In a program that reflected this theme, attendees heard from Brenda Battat, executive director of Hearing Loss Association of America (HLAA), and Alex Graham, AG Bell Association for the Deaf (AG Bell). Lucille Beck, PhD, chief of audiology and speech pathology at the Veterans Administration, highlighted the scope of audiology services for veterans. HIA also welcomed special guest Valentin Chapero, PhD, president of the European Hearing Instruments Manufacturers Association and CEO of Phonak AG.

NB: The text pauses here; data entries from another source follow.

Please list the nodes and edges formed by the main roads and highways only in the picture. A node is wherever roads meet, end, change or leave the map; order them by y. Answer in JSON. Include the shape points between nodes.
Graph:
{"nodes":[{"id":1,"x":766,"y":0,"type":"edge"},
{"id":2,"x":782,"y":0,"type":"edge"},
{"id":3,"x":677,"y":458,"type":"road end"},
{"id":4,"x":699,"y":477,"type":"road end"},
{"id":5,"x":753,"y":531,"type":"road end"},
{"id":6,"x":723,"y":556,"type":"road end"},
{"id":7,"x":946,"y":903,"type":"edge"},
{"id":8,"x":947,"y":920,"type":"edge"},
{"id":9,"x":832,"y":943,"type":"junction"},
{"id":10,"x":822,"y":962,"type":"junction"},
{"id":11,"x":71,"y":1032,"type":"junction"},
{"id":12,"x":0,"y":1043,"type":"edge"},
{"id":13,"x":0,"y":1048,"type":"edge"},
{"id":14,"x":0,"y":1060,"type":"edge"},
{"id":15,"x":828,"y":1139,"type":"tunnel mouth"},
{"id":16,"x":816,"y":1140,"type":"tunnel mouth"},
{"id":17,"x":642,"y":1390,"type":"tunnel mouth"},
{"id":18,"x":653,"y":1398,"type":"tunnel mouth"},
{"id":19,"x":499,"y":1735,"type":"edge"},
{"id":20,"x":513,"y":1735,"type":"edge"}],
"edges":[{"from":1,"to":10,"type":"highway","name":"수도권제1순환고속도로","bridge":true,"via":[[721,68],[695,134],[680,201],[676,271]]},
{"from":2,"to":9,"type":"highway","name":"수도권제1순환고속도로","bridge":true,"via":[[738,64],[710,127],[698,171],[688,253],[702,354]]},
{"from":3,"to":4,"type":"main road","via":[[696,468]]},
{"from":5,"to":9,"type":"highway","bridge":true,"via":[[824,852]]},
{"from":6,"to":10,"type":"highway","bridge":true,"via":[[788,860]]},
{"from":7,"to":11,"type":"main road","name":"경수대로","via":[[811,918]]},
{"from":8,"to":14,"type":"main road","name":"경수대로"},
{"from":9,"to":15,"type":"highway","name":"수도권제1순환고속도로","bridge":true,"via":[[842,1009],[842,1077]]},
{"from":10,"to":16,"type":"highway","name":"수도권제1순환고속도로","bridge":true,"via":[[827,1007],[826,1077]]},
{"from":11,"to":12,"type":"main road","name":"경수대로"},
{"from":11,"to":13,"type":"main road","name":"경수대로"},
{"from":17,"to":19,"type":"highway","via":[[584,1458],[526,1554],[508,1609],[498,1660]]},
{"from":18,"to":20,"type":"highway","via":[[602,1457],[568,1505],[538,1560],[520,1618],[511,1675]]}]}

|HIA Chair Jerry Ruzicka presented Cathy Jones with HIA’s Volunteer of the Year Award. Jones is the former chair of HIA and recently became president of the Better Hearing Institute.|
Ruth Day, PhD, director of the Medical Cognition Laboratory at Duke University, provided an expert’s view of how consumers view advertising of medical devices and drugs, noting that the current ads for listening devices look like hearing aid ads to many with hearing loss. Eric Mann, MD, PhD, deputy clinical director of the Center for Devices and Radiological Health at the FDA, acknowledged the devices and advised that the FDA is issuing a guidance document that outlines the differences between these devices and regulated hearing aids (see HR Online News).

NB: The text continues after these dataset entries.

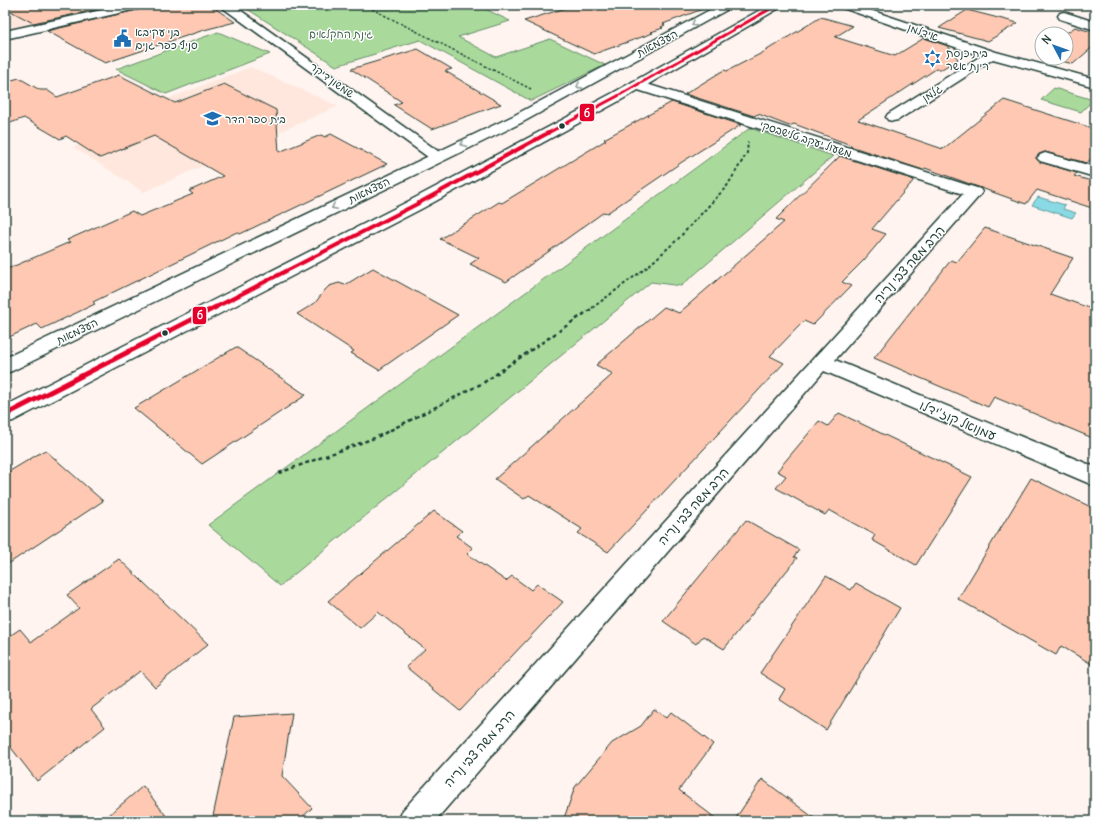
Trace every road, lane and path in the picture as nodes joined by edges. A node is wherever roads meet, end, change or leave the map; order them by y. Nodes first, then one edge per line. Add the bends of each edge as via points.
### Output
1 (141, 5) edge
2 (226, 5) edge
3 (366, 5) edge
4 (728, 5) edge
5 (777, 5) edge
6 (844, 5) edge
7 (1064, 16) dead end
8 (1095, 26) edge
9 (5, 35) edge
10 (991, 55) junction
11 (1095, 83) edge
12 (637, 85) junction
13 (553, 100) junction
14 (893, 117) dead end
15 (749, 121) junction
16 (437, 157) junction
17 (1045, 158) dead end
18 (1095, 172) edge
19 (974, 192) joint
20 (821, 362) junction
21 (5, 366) edge
22 (5, 415) edge
23 (279, 473) dead end
24 (1095, 477) edge
25 (414, 821) edge

1 - 9 street
2 - 16 street, שמשון דיקר
3 - 13 path
4 -> 13 street, העצמאות
5 - 12 street, העצמאות
6 - 10 street, אידלמן
7 - 8 street
10 - 11 street, אידלמן
10 - 14 street, גלמן
12 - 15 street, משעול יעקב טלישבסקי
12 - 22 street, העצמאות via 417,204
13 -> 16 street, העצמאות
15 - 19 street, משעול יעקב טלישבסקי
15 - 23 path via 747,153 727,186 678,239 646,268 582,316 483,383 377,437
16 -> 21 street, העצמאות
17 - 18 street
19 - 20 street, הרב משה צבי נריה
20 - 24 street, עמנואל קוז'ידלו
20 - 25 street, הרב משה צבי נריה

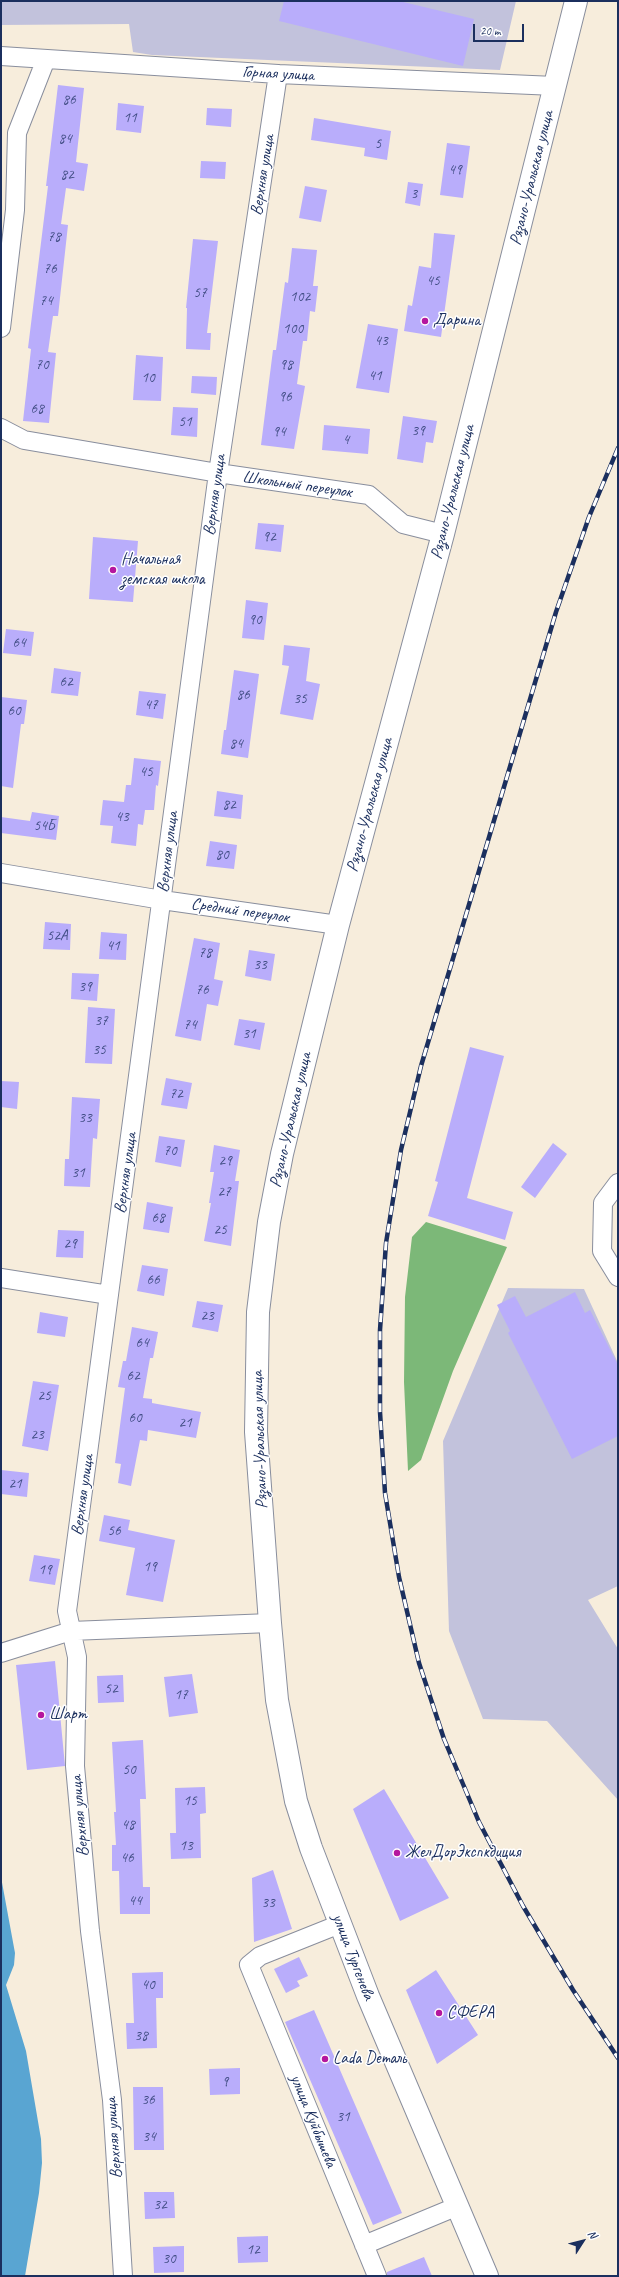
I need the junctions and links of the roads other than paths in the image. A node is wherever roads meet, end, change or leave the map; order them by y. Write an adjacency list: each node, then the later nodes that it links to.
1 (576, 1): 5 (main road, Рязано-Уральская улица)
2 (1, 56): 3 (street, Горная улица)
3 (46, 59): 4 (street, Горная улица); 6 (street)
4 (278, 74): 5 (street, Горная улица); 8 (street, Верхняя улица)
5 (555, 86): 9 (main road, Рязано-Уральская улица)
6 (1, 328)
7 (1, 428): 8 (street, Школьный переулок)
8 (218, 473): 9 (street, Школьный переулок); 11 (street, Верхняя улица)
9 (443, 534): 12 (main road, Рязано-Уральская улица)
10 (1, 873): 11 (street, Средний переулок)
11 (162, 900): 12 (street, Средний переулок); 16 (street, Верхняя улица)
12 (338, 925): 17 (main road, Рязано-Уральская улица)
13 (618, 1183): 14 (street)
14 (618, 1276)
15 (1, 1278): 16 (street)
16 (109, 1295): 18 (street, Верхняя улица)
17 (270, 1623): 18 (street); 20 (main road, улица Тургенева)
18 (71, 1631): 19 (street); 23 (street, Верхняя улица)
19 (1, 1653)
20 (340, 1924): 21 (main road, улица Тургенева); 22 (street, улица Куйбышева)
21 (458, 2206): 22 (street); 25 (main road, улица Тургенева)
22 (364, 2245): 24 (street, улица Куйбышева)
23 (123, 2276)
24 (377, 2276)
25 (487, 2276)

Board elections held at the meeting re-elected for 2-year terms on the HIA Board: Peer Lauritsen, Oticon; Ron Meltsner, Widex; Christi Pedra, Siemens; Ian Roane, Sound Design Technologies; Robert Tong, ON Semiconductor; and Samuel Westover, Sonic Innovations. Mike Orscheln, Phonak, was elected to a first term on the board. Ruzicka; Westover; Jeff Taylor, Pulse Engineering; and Cathy Jones, Phonak, continue as officers of the Association.